The day I died was not just one day.
It was a year, maybe two, maybe three –
It was slow. It was painful
And it went unnoticed.
The sun still rose.

The day I died, I did not go coughing.
There was no sobbing, no wheezing,
I did not die gasping for air.
When I died, I died gracefully.
The birds still sang.

The day I died, I had no hand to hold.
No family, no friends surrounding me.
I was alone, scared.
That was the most painful part.
The commuters still boarded their buses.

The day I died, no one heard my last words.
Those whispers – secrets belonging to the wind.
Were they poetic?
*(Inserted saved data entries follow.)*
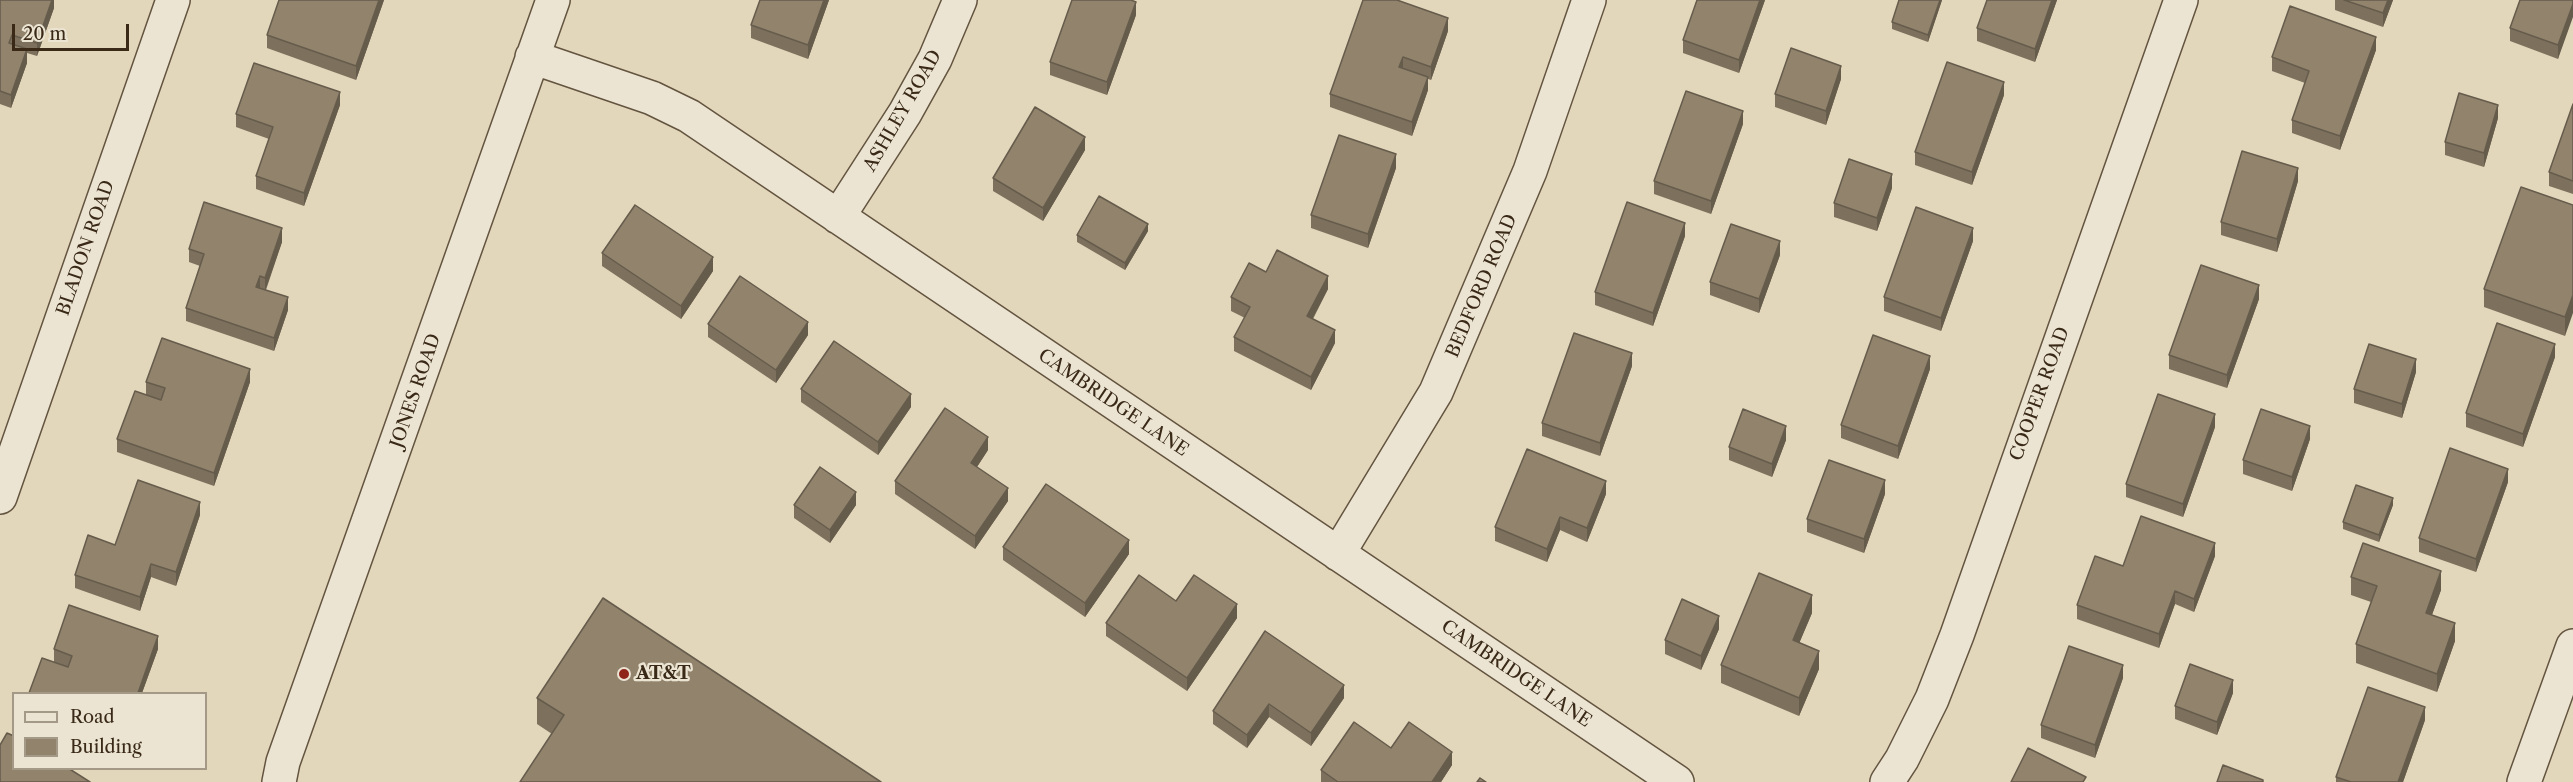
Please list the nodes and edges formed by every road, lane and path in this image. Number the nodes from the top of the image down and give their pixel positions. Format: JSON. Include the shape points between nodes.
{"nodes":[{"id":1,"x":173,"y":0,"type":"edge"},
{"id":2,"x":553,"y":0,"type":"edge"},
{"id":3,"x":960,"y":0,"type":"edge"},
{"id":4,"x":1589,"y":0,"type":"edge"},
{"id":5,"x":2181,"y":0,"type":"edge"},
{"id":6,"x":532,"y":57,"type":"junction"},
{"id":7,"x":838,"y":217,"type":"junction"},
{"id":8,"x":0,"y":497,"type":"edge"},
{"id":9,"x":1338,"y":554,"type":"junction"},
{"id":10,"x":2573,"y":646,"type":"edge"},
{"id":11,"x":279,"y":782,"type":"edge"},
{"id":12,"x":1677,"y":782,"type":"edge"},
{"id":13,"x":1887,"y":782,"type":"edge"},
{"id":14,"x":2524,"y":782,"type":"edge"}],
"edges":[{"from":1,"to":8,"type":"street","name":"BLADON ROAD"},
{"from":2,"to":6,"type":"street","name":"JONES ROAD"},
{"from":3,"to":7,"type":"street","name":"ASHLEY ROAD","via":[[935,59],[905,113]]},
{"from":4,"to":9,"type":"street","name":"BEDFORD ROAD","via":[[1530,171],[1437,392]]},
{"from":5,"to":13,"type":"street","name":"COOPER ROAD","via":[[1957,634],[1932,699]]},
{"from":6,"to":7,"type":"street","name":"CAMBRIDGE LANE","via":[[652,98],[689,116]]},
{"from":6,"to":11,"type":"street","name":"JONES ROAD"},
{"from":7,"to":9,"type":"street","name":"CAMBRIDGE LANE"},
{"from":9,"to":12,"type":"street","name":"CAMBRIDGE LANE"},
{"from":10,"to":14,"type":"street"}]}
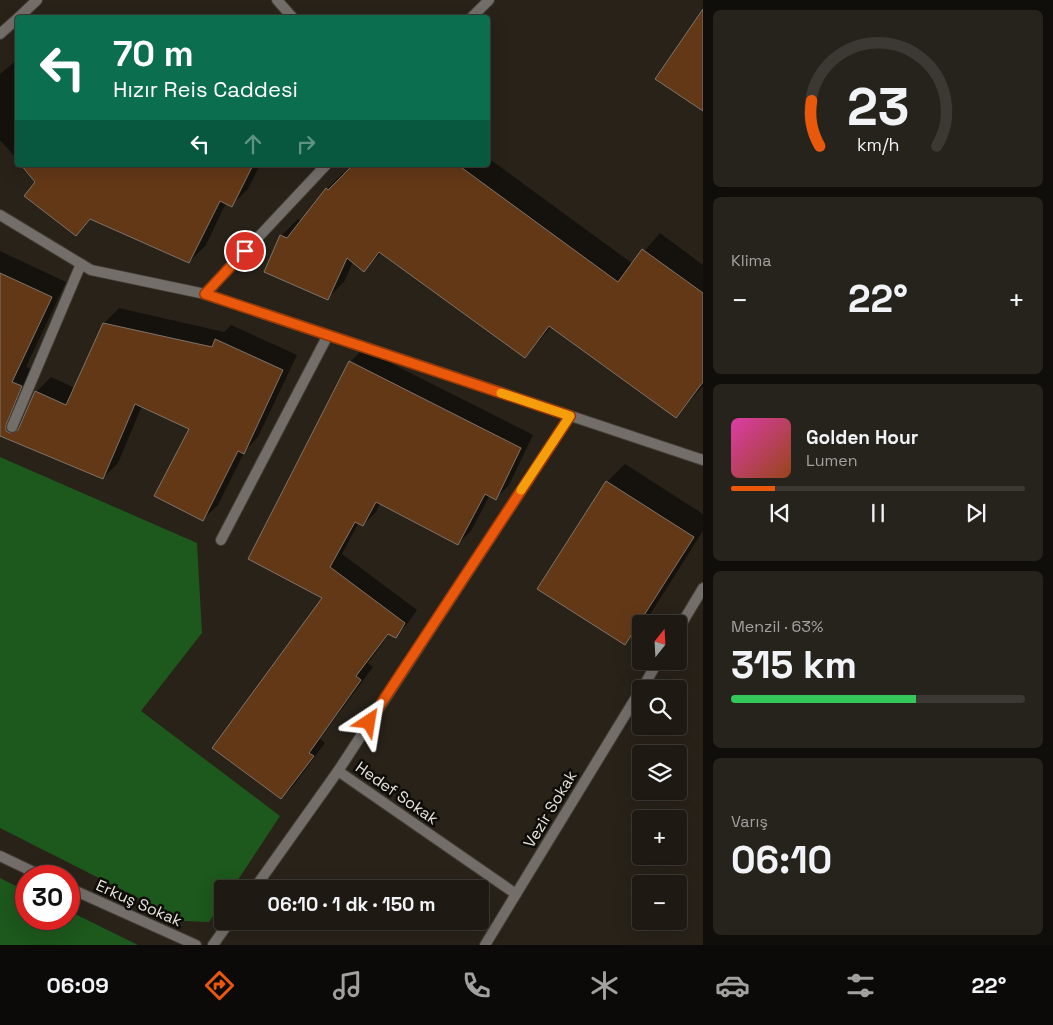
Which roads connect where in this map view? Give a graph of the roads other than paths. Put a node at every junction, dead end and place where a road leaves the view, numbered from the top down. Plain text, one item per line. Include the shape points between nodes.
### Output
1 (36, 0) edge
2 (278, 0) edge
3 (489, 0) edge
4 (21, 15) edge
5 (290, 15) edge
6 (474, 15) edge
7 (15, 21) edge
8 (0, 34) edge
9 (324, 167) edge
10 (0, 215) edge
11 (81, 264) junction
12 (205, 294) junction
13 (328, 335) junction
14 (570, 416) junction
15 (12, 427) dead end
16 (703, 460) edge
17 (221, 540) dead end
18 (703, 588) edge
19 (687, 615) edge
20 (632, 704) edge
21 (338, 771) junction
22 (0, 856) edge
23 (19, 865) edge
24 (260, 880) edge
25 (80, 893) edge
26 (516, 894) junction
27 (224, 930) edge
28 (196, 945) edge
29 (214, 945) edge
30 (485, 945) edge

1 - 4 street
2 - 5 street
3 - 6 street
7 - 8 street
9 - 12 street
10 - 11 street
11 - 12 street via 91,270
11 - 15 street
12 - 13 street
13 - 14 street
13 - 17 street
14 - 16 street
14 - 21 street, Hedef Sokak
18 - 19 street
20 - 26 street, Vezir Sokak
21 - 24 street
21 - 26 street, Hedef Sokak
22 - 23 street
25 - 28 street, Erkuş Sokak
26 - 30 street, Vezir Sokak
27 - 29 street

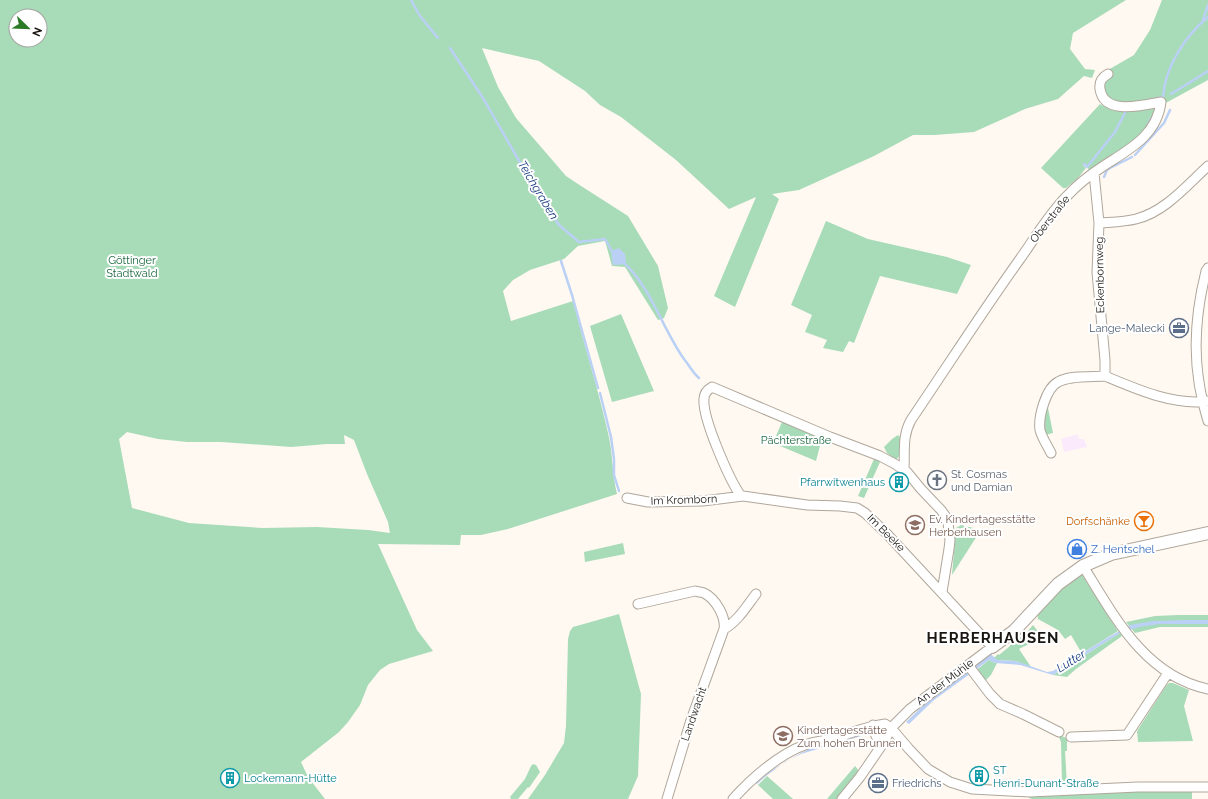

Were they grunts?
Were they even said?
The school bell still rang.

The day I died, my last breath hurt.
It rattled my heart, deep in my chest.
My lungs squeezed out that dead sound, one last time
finally purged of its poison.
The door hinges still creaked.

The day I died, no one claimed my body.
There was no funeral, no wake, no requiem.
No one wanted to claim the abandoned, and I was left to the weeds:
the only things that would accept me.
The coffee still burned.

The day I died, only my soul was left to mourn.
It cried. It cried like war’s widow,
Over my body, over my end,
And watched the weeds swallow me.
The seasons still changed.

The day I died, had been a lifetime in the making.
I had been destined, meant to die,
Since the first breath I ever took.
But I was the only one who knew that.
The pipe still leaked.

 


 

About the poet:

Mick McMahon

Nineteen-year-old aspiring author, Mick McMahon, is a sophomore at SUNY Oneonta, studying English. His writing focus is in novels and short stories, though he has been writing poetry since his love for writing took off in middle school. He writes most of his poetry through a surrealist lens, describing his experiences as a young, transgender man, and memories from his childhood. He is currently working on compiling his works, including various poems, into a book, and what he hopes to be his first, published book series Stories from the Five Worlds.